Saved entries:
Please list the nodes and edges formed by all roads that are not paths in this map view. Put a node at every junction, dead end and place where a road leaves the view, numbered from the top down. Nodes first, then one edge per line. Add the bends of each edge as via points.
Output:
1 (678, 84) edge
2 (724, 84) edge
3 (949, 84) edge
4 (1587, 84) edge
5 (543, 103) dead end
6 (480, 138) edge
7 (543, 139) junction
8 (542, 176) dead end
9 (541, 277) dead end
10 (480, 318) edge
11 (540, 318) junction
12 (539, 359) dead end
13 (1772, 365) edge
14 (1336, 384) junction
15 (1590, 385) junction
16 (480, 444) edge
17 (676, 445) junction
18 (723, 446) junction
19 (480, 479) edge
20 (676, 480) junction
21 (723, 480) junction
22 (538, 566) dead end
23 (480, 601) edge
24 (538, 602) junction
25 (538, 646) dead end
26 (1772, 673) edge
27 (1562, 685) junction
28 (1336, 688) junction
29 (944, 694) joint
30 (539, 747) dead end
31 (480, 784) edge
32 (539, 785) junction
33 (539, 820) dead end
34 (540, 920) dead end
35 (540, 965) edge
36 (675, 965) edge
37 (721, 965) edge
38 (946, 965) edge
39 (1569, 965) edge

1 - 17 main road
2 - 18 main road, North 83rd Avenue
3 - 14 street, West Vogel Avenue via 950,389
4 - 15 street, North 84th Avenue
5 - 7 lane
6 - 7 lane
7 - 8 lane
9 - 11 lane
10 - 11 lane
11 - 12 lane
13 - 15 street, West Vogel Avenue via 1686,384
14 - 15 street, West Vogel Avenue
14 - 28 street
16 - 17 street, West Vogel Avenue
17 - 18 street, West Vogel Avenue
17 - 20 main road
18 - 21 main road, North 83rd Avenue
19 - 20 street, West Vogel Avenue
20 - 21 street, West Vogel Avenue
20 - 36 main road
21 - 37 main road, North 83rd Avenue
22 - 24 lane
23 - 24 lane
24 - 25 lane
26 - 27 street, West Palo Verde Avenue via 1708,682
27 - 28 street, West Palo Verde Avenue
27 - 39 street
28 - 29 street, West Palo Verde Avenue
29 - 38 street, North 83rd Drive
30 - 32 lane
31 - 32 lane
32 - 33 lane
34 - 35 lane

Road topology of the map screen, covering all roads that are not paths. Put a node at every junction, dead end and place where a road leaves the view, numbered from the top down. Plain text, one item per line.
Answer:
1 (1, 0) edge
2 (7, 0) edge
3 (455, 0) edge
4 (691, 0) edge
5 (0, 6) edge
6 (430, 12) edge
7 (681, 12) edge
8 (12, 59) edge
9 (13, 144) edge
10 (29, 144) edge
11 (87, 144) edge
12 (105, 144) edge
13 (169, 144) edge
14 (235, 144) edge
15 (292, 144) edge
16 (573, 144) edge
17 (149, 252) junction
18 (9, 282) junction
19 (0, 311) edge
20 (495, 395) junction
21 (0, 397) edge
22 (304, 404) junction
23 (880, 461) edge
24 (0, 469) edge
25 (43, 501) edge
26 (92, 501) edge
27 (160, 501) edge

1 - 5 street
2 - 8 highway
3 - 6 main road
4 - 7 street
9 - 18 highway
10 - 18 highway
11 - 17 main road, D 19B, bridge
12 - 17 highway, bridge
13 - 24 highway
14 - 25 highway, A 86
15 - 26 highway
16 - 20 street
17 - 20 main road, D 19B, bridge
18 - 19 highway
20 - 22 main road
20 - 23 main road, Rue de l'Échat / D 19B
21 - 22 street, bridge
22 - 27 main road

▶ [THE TASK]:
Print all of the data exactly as it stands above.

▶ [ANSWER TO THIS PROBLEM]:
Please list the nodes and edges formed by all roads that are not paths in this map view. Put a node at every junction, dead end and place where a road leaves the view, numbered from the top down. Nodes first, then one edge per line. Add the bends of each edge as via points.
Output:
1 (678, 84) edge
2 (724, 84) edge
3 (949, 84) edge
4 (1587, 84) edge
5 (543, 103) dead end
6 (480, 138) edge
7 (543, 139) junction
8 (542, 176) dead end
9 (541, 277) dead end
10 (480, 318) edge
11 (540, 318) junction
12 (539, 359) dead end
13 (1772, 365) edge
14 (1336, 384) junction
15 (1590, 385) junction
16 (480, 444) edge
17 (676, 445) junction
18 (723, 446) junction
19 (480, 479) edge
20 (676, 480) junction
21 (723, 480) junction
22 (538, 566) dead end
23 (480, 601) edge
24 (538, 602) junction
25 (538, 646) dead end
26 (1772, 673) edge
27 (1562, 685) junction
28 (1336, 688) junction
29 (944, 694) joint
30 (539, 747) dead end
31 (480, 784) edge
32 (539, 785) junction
33 (539, 820) dead end
34 (540, 920) dead end
35 (540, 965) edge
36 (675, 965) edge
37 (721, 965) edge
38 (946, 965) edge
39 (1569, 965) edge

1 - 17 main road
2 - 18 main road, North 83rd Avenue
3 - 14 street, West Vogel Avenue via 950,389
4 - 15 street, North 84th Avenue
5 - 7 lane
6 - 7 lane
7 - 8 lane
9 - 11 lane
10 - 11 lane
11 - 12 lane
13 - 15 street, West Vogel Avenue via 1686,384
14 - 15 street, West Vogel Avenue
14 - 28 street
16 - 17 street, West Vogel Avenue
17 - 18 street, West Vogel Avenue
17 - 20 main road
18 - 21 main road, North 83rd Avenue
19 - 20 street, West Vogel Avenue
20 - 21 street, West Vogel Avenue
20 - 36 main road
21 - 37 main road, North 83rd Avenue
22 - 24 lane
23 - 24 lane
24 - 25 lane
26 - 27 street, West Palo Verde Avenue via 1708,682
27 - 28 street, West Palo Verde Avenue
27 - 39 street
28 - 29 street, West Palo Verde Avenue
29 - 38 street, North 83rd Drive
30 - 32 lane
31 - 32 lane
32 - 33 lane
34 - 35 lane

Road topology of the map screen, covering all roads that are not paths. Put a node at every junction, dead end and place where a road leaves the view, numbered from the top down. Plain text, one item per line.
Answer:
1 (1, 0) edge
2 (7, 0) edge
3 (455, 0) edge
4 (691, 0) edge
5 (0, 6) edge
6 (430, 12) edge
7 (681, 12) edge
8 (12, 59) edge
9 (13, 144) edge
10 (29, 144) edge
11 (87, 144) edge
12 (105, 144) edge
13 (169, 144) edge
14 (235, 144) edge
15 (292, 144) edge
16 (573, 144) edge
17 (149, 252) junction
18 (9, 282) junction
19 (0, 311) edge
20 (495, 395) junction
21 (0, 397) edge
22 (304, 404) junction
23 (880, 461) edge
24 (0, 469) edge
25 (43, 501) edge
26 (92, 501) edge
27 (160, 501) edge

1 - 5 street
2 - 8 highway
3 - 6 main road
4 - 7 street
9 - 18 highway
10 - 18 highway
11 - 17 main road, D 19B, bridge
12 - 17 highway, bridge
13 - 24 highway
14 - 25 highway, A 86
15 - 26 highway
16 - 20 street
17 - 20 main road, D 19B, bridge
18 - 19 highway
20 - 22 main road
20 - 23 main road, Rue de l'Échat / D 19B
21 - 22 street, bridge
22 - 27 main road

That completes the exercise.